* [Exercise details]:
Where in the listing does the string "Temple" appear? Copy every line that holds it.

* [Data to process]:
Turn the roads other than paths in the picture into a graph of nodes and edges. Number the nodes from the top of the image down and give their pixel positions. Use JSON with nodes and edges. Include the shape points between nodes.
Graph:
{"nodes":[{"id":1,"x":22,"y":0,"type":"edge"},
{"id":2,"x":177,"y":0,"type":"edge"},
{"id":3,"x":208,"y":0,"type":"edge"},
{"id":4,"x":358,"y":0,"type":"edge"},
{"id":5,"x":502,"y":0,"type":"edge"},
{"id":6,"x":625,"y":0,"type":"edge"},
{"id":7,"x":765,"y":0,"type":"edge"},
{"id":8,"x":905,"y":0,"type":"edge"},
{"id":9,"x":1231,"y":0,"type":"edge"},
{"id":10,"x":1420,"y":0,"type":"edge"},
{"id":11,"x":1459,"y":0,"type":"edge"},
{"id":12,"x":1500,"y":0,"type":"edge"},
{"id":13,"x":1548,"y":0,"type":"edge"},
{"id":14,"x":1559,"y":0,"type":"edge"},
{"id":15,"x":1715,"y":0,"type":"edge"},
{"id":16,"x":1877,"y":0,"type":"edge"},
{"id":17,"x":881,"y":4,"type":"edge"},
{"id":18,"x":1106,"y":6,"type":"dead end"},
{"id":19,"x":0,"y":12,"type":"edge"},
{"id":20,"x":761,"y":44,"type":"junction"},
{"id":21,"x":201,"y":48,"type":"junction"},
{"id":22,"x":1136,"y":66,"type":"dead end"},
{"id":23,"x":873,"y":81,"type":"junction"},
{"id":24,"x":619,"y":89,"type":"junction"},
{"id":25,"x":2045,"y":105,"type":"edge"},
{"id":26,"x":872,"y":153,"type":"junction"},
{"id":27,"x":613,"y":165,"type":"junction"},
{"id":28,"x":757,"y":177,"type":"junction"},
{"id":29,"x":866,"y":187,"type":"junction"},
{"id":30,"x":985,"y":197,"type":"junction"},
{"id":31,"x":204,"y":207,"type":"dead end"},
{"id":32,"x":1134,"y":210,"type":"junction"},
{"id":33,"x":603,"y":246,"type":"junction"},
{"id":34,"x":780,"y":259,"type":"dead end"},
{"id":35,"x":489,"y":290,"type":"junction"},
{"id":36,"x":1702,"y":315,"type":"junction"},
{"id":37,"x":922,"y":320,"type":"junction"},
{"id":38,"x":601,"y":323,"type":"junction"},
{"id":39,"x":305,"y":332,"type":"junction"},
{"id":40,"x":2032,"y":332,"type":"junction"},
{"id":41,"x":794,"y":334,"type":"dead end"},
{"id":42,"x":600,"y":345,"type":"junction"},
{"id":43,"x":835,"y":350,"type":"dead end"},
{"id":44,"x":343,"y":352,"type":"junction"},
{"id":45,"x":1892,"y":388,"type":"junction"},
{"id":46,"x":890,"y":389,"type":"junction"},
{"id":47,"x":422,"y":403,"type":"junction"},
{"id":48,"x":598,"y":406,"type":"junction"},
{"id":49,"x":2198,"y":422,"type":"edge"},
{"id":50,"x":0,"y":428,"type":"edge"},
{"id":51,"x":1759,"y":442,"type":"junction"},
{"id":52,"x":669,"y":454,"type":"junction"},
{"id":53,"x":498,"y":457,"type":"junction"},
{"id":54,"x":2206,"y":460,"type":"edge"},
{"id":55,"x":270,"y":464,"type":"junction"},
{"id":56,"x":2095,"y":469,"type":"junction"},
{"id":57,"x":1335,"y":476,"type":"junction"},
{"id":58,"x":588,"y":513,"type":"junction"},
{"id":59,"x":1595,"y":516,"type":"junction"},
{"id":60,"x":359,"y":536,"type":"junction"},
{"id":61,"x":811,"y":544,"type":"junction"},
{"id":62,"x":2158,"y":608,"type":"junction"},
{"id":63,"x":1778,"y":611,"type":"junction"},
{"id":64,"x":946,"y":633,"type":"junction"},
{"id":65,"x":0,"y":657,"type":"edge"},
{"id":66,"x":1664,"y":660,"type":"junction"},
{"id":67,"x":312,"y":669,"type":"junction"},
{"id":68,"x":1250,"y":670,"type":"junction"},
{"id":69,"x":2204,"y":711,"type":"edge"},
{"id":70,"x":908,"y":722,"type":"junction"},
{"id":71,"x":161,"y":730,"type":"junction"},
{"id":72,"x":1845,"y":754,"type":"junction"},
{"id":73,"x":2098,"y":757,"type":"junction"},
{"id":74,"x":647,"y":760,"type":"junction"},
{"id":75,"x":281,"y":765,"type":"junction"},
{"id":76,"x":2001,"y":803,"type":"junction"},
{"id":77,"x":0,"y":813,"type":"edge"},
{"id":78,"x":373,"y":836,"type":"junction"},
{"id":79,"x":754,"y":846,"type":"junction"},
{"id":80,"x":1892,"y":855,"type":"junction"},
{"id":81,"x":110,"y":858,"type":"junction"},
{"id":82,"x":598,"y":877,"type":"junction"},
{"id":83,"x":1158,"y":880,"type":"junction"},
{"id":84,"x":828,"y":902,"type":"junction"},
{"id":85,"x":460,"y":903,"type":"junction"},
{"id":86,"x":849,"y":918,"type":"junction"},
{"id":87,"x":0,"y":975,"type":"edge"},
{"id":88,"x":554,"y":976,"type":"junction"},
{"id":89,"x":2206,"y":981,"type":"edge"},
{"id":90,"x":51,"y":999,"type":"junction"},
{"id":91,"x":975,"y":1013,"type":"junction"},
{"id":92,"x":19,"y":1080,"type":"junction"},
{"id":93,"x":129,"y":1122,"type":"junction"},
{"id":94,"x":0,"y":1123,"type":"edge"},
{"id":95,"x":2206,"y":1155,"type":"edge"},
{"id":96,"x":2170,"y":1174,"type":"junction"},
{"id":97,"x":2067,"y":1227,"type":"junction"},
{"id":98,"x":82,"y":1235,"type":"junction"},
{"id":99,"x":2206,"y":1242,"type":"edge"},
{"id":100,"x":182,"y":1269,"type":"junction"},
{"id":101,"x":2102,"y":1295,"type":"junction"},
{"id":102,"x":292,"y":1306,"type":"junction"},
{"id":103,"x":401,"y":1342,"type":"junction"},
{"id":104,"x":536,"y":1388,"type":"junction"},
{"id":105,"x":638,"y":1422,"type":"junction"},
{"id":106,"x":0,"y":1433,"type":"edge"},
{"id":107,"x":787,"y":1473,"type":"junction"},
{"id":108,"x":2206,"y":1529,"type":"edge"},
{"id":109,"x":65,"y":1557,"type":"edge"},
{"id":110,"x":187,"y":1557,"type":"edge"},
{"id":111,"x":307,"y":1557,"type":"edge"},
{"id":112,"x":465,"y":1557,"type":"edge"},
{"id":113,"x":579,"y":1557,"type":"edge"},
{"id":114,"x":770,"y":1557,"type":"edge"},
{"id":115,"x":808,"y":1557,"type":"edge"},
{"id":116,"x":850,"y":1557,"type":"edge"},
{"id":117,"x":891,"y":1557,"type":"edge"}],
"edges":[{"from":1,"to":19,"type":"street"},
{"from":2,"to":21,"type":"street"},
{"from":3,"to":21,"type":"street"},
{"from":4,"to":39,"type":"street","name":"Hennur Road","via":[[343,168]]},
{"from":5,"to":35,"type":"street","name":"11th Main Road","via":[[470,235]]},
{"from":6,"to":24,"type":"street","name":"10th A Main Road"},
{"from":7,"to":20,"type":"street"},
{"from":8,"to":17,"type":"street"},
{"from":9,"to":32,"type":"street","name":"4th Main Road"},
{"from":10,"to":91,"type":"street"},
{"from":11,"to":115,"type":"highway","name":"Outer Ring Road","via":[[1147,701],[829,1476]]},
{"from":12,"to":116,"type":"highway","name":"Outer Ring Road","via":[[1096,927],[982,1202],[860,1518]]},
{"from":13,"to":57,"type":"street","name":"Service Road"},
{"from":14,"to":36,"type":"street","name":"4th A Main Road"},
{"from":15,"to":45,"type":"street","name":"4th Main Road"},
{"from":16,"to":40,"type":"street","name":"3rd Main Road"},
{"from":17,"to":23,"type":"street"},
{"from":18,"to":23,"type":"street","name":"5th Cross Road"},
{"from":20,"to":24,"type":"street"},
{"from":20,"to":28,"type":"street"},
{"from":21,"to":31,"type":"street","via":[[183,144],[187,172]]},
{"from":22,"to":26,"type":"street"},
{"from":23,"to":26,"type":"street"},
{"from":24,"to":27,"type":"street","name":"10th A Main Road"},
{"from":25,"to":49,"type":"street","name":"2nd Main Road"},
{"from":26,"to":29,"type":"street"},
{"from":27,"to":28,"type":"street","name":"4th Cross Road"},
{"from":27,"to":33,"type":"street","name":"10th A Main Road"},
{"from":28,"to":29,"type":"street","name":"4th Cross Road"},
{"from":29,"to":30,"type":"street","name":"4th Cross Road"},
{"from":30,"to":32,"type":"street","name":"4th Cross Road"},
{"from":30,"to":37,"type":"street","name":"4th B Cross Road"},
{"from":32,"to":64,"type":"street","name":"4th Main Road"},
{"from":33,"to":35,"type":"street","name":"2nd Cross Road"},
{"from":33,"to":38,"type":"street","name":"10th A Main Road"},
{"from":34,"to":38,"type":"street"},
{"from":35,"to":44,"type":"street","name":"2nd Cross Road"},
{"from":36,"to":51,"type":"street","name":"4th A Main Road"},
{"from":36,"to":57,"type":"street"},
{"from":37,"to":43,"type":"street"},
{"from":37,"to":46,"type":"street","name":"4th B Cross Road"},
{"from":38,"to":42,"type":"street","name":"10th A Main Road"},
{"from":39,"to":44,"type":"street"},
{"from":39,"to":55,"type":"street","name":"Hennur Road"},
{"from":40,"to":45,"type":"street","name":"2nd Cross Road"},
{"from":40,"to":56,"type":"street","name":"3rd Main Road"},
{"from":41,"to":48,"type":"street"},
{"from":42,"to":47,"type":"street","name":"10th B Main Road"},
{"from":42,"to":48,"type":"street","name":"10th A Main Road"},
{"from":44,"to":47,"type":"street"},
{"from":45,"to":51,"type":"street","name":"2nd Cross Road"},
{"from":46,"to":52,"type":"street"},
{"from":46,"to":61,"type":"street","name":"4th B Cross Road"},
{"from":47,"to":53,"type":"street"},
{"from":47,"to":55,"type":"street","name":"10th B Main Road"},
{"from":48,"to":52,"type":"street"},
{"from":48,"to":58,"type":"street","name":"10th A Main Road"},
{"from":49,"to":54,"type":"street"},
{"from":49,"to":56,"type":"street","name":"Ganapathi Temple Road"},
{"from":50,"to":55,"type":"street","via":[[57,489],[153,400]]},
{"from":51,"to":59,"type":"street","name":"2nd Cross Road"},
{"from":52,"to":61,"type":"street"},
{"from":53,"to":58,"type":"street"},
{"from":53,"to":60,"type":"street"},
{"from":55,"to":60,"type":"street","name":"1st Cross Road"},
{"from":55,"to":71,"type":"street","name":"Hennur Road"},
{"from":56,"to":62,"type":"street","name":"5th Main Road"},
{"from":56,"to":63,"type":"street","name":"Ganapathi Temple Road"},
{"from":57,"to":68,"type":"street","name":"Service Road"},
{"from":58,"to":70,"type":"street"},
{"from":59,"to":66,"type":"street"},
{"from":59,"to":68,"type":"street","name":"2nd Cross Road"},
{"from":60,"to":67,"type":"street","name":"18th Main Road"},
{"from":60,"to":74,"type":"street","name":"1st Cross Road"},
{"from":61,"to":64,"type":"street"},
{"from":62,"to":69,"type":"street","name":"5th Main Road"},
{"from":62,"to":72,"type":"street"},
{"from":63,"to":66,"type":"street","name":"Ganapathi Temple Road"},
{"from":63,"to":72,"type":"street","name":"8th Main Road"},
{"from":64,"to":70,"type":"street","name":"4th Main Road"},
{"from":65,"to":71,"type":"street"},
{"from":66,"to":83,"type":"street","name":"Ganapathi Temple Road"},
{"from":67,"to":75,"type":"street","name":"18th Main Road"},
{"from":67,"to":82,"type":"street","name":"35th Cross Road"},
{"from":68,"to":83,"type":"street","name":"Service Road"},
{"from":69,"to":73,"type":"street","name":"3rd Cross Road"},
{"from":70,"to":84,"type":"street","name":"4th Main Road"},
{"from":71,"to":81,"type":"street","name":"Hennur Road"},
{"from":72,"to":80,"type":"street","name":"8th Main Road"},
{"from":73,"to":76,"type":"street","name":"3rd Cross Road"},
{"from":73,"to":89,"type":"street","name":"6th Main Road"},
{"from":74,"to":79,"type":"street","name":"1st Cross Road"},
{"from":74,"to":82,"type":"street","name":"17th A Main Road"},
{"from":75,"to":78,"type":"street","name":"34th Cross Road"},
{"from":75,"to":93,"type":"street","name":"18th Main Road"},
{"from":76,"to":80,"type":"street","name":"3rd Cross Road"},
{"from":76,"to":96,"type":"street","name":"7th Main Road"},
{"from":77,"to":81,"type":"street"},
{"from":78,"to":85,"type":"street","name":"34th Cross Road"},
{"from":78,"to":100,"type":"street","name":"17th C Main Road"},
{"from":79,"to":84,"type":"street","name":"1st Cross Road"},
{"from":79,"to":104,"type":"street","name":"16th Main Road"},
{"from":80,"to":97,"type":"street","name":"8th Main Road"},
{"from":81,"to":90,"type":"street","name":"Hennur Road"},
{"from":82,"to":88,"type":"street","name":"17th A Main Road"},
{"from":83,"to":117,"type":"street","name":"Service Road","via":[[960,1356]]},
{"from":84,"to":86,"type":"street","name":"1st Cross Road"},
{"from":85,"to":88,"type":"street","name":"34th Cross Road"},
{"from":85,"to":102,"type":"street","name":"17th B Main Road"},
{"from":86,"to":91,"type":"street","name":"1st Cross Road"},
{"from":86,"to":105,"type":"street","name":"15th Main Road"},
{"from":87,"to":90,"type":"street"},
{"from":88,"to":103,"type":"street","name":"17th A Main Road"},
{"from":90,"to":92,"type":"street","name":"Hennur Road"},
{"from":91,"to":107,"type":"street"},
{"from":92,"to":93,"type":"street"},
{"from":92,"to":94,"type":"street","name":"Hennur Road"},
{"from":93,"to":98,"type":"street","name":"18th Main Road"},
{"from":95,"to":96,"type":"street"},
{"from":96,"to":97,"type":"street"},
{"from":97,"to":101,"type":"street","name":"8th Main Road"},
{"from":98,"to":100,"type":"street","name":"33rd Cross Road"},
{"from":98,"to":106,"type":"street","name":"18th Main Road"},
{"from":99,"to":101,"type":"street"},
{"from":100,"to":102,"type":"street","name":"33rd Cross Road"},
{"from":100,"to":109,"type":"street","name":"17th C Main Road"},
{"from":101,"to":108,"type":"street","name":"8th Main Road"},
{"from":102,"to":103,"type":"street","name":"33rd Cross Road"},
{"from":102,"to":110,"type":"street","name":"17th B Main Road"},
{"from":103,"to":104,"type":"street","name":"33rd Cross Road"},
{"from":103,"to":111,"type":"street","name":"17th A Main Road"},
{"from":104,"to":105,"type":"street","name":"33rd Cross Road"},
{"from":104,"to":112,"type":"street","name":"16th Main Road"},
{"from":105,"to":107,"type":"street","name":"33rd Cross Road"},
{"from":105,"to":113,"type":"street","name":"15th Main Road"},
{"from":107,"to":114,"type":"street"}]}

* [Exercise result]:
{"from":49,"to":56,"type":"street","name":"Ganapathi Temple Road"},
{"from":56,"to":63,"type":"street","name":"Ganapathi Temple Road"},
{"from":63,"to":66,"type":"street","name":"Ganapathi Temple Road"},
{"from":66,"to":83,"type":"street","name":"Ganapathi Temple Road"},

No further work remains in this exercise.